**Extracted data entries**.

━━━━━━━━

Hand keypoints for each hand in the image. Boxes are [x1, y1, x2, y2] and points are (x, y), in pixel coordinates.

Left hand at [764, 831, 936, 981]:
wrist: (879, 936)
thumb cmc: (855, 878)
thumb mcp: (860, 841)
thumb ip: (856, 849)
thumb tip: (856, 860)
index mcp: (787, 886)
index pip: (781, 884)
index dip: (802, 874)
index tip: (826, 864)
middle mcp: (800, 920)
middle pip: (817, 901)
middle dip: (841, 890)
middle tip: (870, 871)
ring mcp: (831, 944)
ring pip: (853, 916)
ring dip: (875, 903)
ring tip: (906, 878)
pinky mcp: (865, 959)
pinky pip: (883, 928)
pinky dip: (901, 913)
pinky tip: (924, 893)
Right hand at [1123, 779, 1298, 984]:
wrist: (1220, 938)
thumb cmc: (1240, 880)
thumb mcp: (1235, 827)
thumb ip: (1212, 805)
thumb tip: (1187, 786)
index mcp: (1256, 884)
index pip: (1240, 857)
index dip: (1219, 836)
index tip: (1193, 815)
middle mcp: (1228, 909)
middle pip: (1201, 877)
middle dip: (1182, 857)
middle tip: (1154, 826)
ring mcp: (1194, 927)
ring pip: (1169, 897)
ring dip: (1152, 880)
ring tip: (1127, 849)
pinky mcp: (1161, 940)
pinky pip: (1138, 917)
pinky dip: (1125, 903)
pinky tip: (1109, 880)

━━━━━━━━

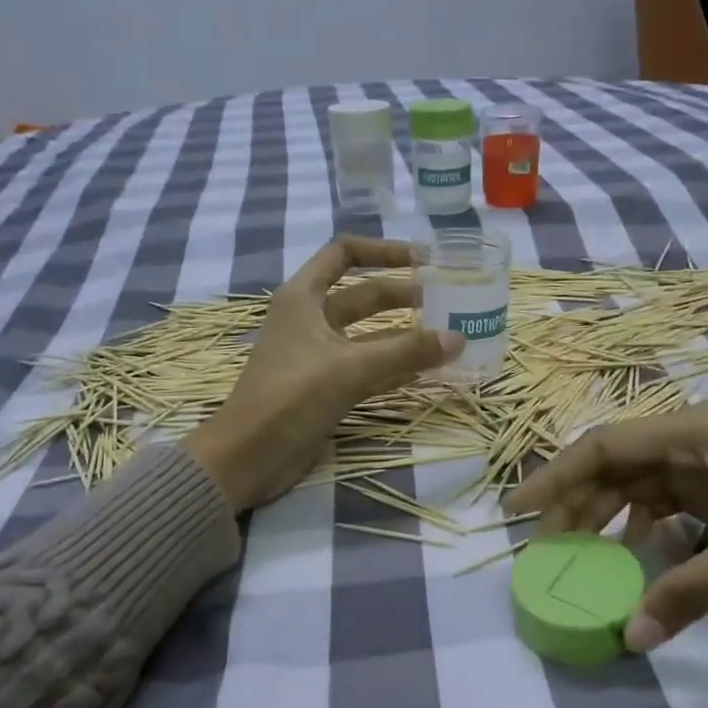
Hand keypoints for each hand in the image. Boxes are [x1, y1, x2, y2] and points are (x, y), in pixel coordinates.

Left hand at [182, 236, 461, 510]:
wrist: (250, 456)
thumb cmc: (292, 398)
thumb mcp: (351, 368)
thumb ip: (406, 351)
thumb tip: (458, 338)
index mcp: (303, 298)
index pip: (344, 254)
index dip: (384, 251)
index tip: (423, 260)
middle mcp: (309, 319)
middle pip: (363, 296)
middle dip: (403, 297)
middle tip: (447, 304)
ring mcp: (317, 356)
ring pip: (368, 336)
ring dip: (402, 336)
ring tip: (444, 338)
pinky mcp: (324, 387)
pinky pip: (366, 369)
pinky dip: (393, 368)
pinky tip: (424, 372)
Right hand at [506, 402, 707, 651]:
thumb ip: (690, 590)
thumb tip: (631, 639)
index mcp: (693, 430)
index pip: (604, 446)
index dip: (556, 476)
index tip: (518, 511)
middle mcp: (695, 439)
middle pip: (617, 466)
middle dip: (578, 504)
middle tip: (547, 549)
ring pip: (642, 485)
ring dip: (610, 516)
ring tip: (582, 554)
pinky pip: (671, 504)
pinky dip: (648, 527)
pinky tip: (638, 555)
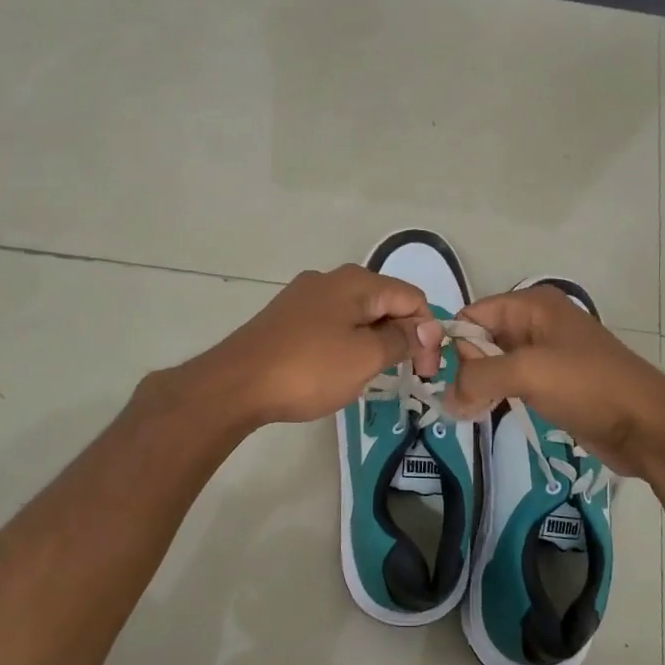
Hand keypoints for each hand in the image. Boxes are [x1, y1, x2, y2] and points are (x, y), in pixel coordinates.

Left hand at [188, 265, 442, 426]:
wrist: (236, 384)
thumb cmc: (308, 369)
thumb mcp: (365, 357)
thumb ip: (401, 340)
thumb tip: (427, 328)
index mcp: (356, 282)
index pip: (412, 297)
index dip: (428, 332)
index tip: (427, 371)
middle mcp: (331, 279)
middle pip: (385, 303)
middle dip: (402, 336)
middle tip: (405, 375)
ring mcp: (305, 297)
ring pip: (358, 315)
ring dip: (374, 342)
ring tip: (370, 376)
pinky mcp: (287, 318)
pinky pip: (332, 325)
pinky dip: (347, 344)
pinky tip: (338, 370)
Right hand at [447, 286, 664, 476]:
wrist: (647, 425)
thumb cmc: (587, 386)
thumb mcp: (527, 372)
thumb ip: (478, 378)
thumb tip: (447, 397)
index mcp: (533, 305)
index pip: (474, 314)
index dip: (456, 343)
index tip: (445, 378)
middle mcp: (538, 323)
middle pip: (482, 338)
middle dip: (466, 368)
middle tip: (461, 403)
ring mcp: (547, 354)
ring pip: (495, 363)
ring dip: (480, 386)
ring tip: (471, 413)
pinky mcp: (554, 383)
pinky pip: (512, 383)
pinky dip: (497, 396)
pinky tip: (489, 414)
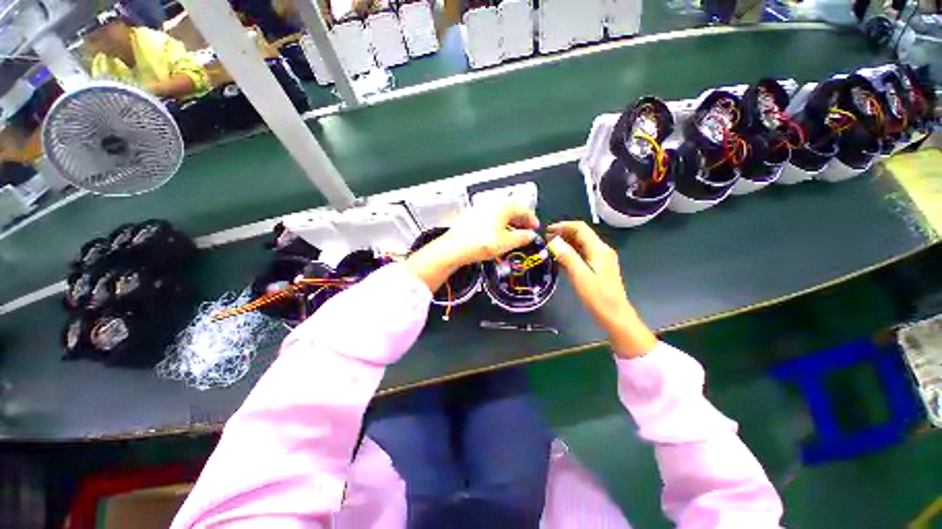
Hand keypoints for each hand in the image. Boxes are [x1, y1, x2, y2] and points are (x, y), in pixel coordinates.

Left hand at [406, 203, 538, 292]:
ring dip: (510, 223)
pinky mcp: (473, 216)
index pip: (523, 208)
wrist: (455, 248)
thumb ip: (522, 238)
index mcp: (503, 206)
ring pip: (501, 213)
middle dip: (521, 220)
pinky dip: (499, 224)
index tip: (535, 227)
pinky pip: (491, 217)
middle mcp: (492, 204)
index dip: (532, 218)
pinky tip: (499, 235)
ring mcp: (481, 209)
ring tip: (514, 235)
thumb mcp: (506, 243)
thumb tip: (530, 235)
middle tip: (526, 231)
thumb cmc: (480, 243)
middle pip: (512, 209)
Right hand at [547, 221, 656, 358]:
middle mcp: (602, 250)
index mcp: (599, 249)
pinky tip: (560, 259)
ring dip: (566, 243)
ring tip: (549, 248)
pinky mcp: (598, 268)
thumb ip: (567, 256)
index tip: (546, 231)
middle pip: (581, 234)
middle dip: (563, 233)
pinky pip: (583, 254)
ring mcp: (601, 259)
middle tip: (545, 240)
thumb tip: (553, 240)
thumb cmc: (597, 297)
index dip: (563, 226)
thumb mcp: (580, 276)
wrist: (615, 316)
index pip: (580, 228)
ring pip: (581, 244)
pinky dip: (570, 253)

━━━━━━━━

**PROBLEM REQUIREMENTS**. Set down only the lines above that fall between the line holding "ring dip: (1152, 880)" and the line holding "pinky tip: (1109, 880)", inclusive, keeping each exact.

**OUTPUT FOR THIS EXERCISE**.
ring dip: (1152, 880)
ring tip: (1127, 849)
pinky mcp: (1161, 940)
pinky pip: (1138, 917)
pinky dip: (1125, 903)
pinky tip: (1109, 880)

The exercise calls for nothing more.